The current SBPA for the 2006A Bonds is provided by JPMorgan Chase Bank, N.A. with a stated expiration date of September 15, 2017. The current SBPA for the 2007A Bonds is provided by Wells Fargo Bank, N.A. with a stated expiration date of September 22, 2017. The current SBPA for the 2008A Bonds is provided by U.S. Bank, N.A. with a stated expiration date of September 1, 2017.
The City elected to renew these Agreements through a competitive RFP process conducted earlier in 2016 for the following term; JPMorgan Chase Bank, N.A. (2006A Bonds) for 1 year; Wells Fargo Bank, N.A. (2007A Bonds) for 3 years; and U.S. Bank, N.A. (2008A Bonds) for 3 years
Previous Council Action:
City Council approved the following Ordinances authorizing variable rate bond issues and their corresponding Standby Bond Purchase Agreements.
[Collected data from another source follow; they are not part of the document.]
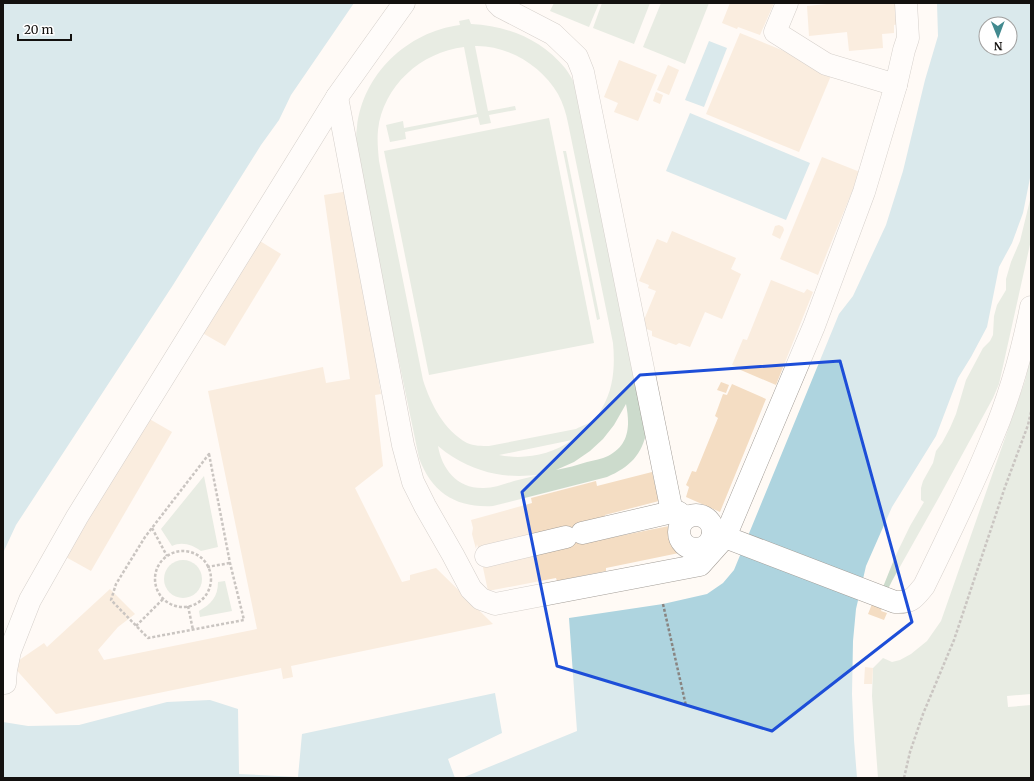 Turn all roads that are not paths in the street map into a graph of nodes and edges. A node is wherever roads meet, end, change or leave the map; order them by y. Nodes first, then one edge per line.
1 (404, 3) edge
2 (497, 3) edge
3 (787, 3) edge
4 (906, 3) edge
5 (896, 85) junction
6 (337, 97) junction
7 (1031, 307) edge
8 (679, 515) junction
9 (719, 536) junction
10 (486, 556) dead end
11 (5, 683) dead end

1 - 6 street
2 - 8 street
3 - 5 street
4 - 5 street
5 - 9 street
6 - 9 street
6 - 11 street
7 - 9 street
8 - 9 street
8 - 9 street
8 - 10 street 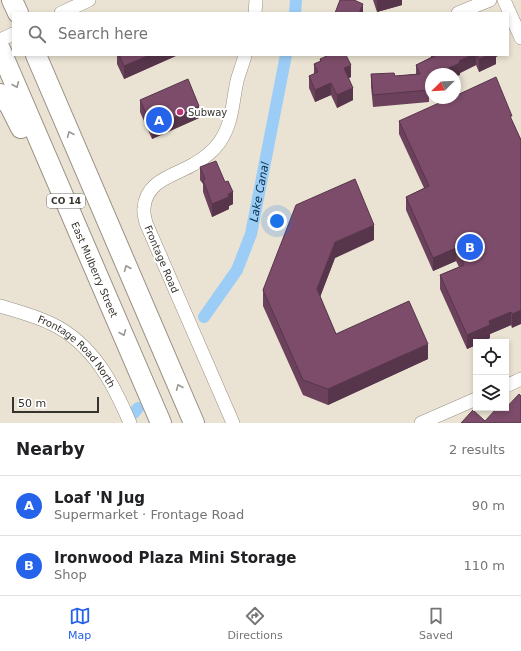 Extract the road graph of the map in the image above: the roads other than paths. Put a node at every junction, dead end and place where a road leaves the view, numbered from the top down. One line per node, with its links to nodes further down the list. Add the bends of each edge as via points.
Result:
1 (12, 0): 6 (highway)
2 (89, 0): 7 (street)
3 (256, 0): 8 (street)
4 (490, 0): 9 (street)
5 (504, 0): 11 (street)
6 (18, 12)
7 (63, 12)
8 (255, 12)
9 (460, 12)
10 (12, 34): 12 (street)
11 (521, 38)
12 (0, 40)
13 (0, 49): 17 (highway, East Mulberry Street / CO 14, one-way to 17)
14 (36, 56): 24 (highway, CO 14, one-way to 14)
15 (245, 56): 25 (street, Frontage Road, via 231,121 220,142 194,164 156,184 150,191 143,209 146,223)
16 (0, 94): 17 (highway, via 16,118 58,211)
17 (88, 253): 23 (highway, East Mulberry Street / CO 14, one-way to 23)
18 (0, 306): 22 (street, Frontage Road North, via 53,324 78,342 95,358 108,377)
19 (521, 379): 20 (street)
20 (509, 385)
21 (473, 400): 26 (street)
22 (130, 423)
23 (161, 423)
24 (194, 423)
25 (233, 423)
26 (421, 423) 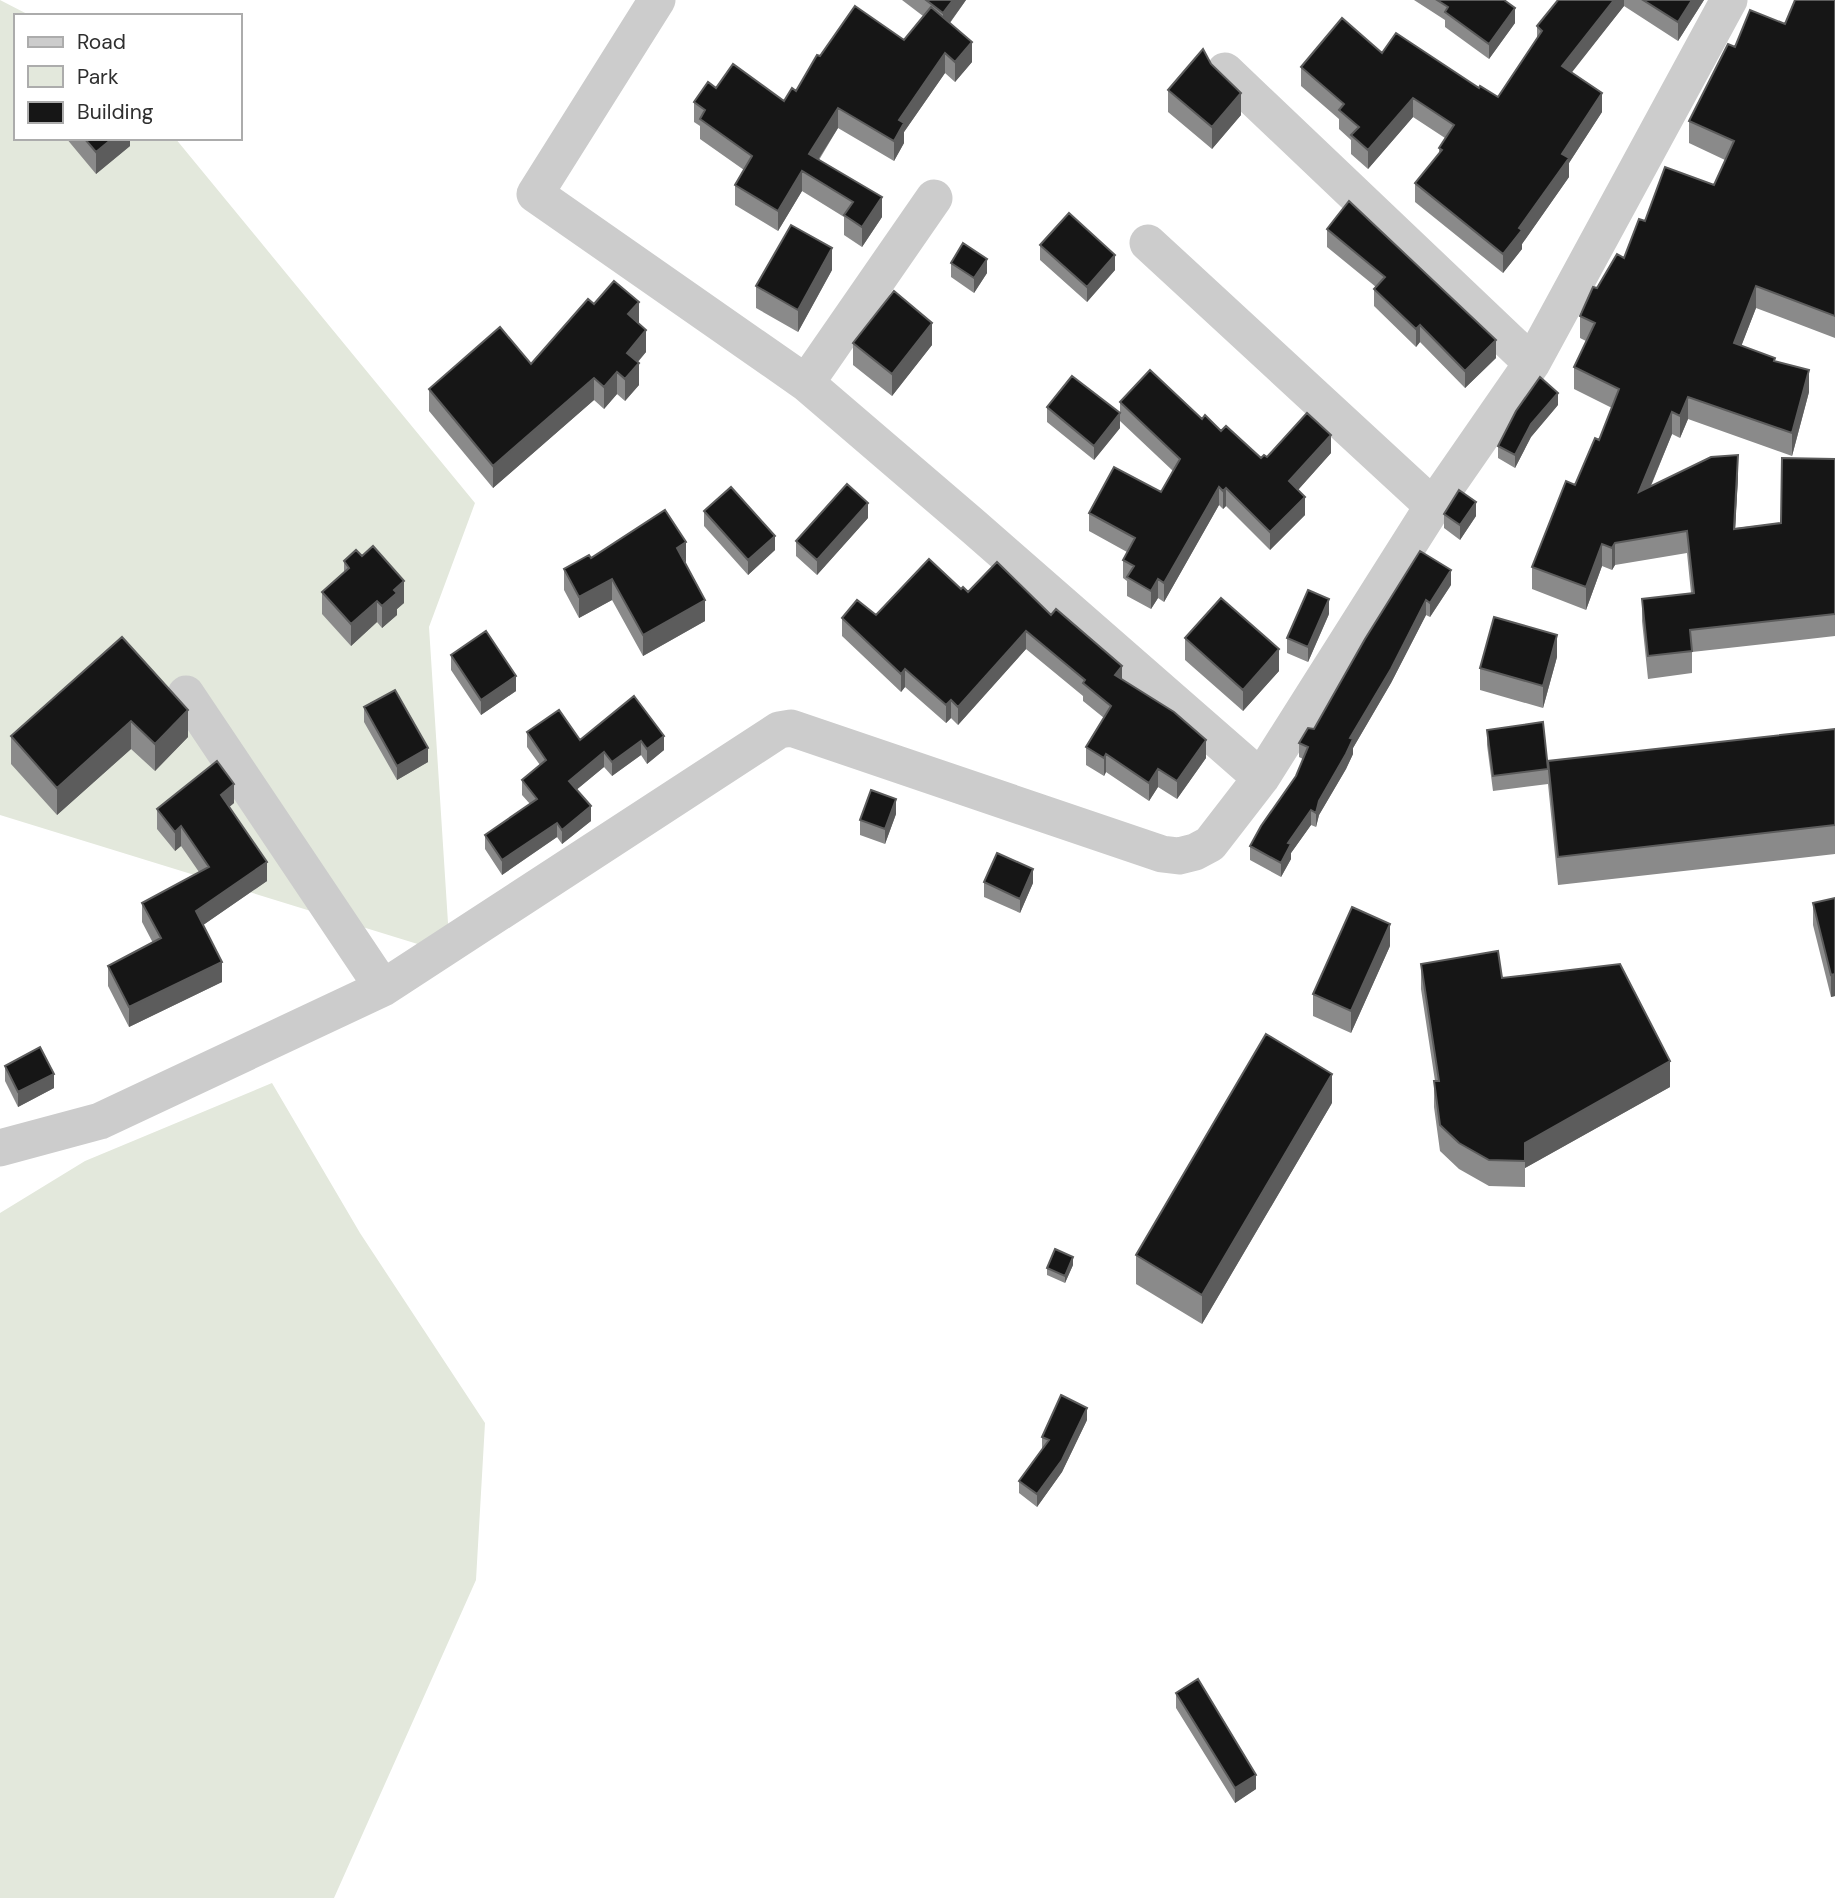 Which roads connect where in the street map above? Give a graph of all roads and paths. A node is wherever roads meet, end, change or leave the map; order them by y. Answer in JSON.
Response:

Subsequent Amending Ordinances approved by City Council for each bond issue are also listed.
Bond Authorizing
Issue Ordinance Amending Ordinances
2006B 06-137 09-103 13-51
(08/08/2006) (08/25/2009) (08/27/2013)
2007A 07-125 09-103 13-51
(08/28/2007) (08/25/2009) (08/27/2013)
2008A 08-121 09-103 13-51
(08/12/2008) (08/25/2009) (08/27/2013)
Background:
The respective Bond Ordinances for the City’s variable rate bond issues require that the City “maintain a Liquidity Facility in full force and effect at all times when the bonds are bearing interest at a Variable Rate other than Auction Mode Rate, except as otherwise provided in Section 1212 of the Bond Ordinance”. A Standby Bond Purchase Agreement is one of the acceptable financial instruments to provide liquidity for the City’s variable rate bond issues. Due to volatility in financial markets over the past several years, the City has elected to release a competitive RFP for expiring facilities in an effort to improve pricing and contractual terms as opportunities are presented. This action, if approved by City Council, will allow the City to maintain diversity in the liquidity provider portfolio with a decrease in annual costs for the 2006A SBPA and the 2007A SBPA and a small increase in annual costs for the 2008A SBPA
Financial Implications:
The City’s resulting overall cost for liquidity will be marginally lower with these renewals. Counterparty diversity in the liquidity provider portfolio will be maintained at a level acceptable to the City.
Board/Commission Recommendation:
N/A
Stakeholder Process:
N/A
Alternatives:
The City could choose not to renew the Standby Bond Purchase Agreements for either the 2006A Bonds or the 2007A Bonds or the 2008A Bonds when their respective agreements expire in 2017, which would be a violation of their Bond Ordinances. This alternative would not be advantageous to the City.
Recommended Action
Proposed Motion:
Move approval of proposed Ordinance.
Summary of Ordinance Language
The City requests approval to renew the Standby Bond Purchase Agreements (“SBPAs”) for the 2006A, the 2007A Bonds and the 2008A Bonds, currently with JPMorgan Chase Bank, N.A., Wells Fargo Bank, N.A. and U.S. Bank, N.A., respectively. With these renewals overall costs will be marginally lower and the City will maintain diversity in the liquidity provider portfolio.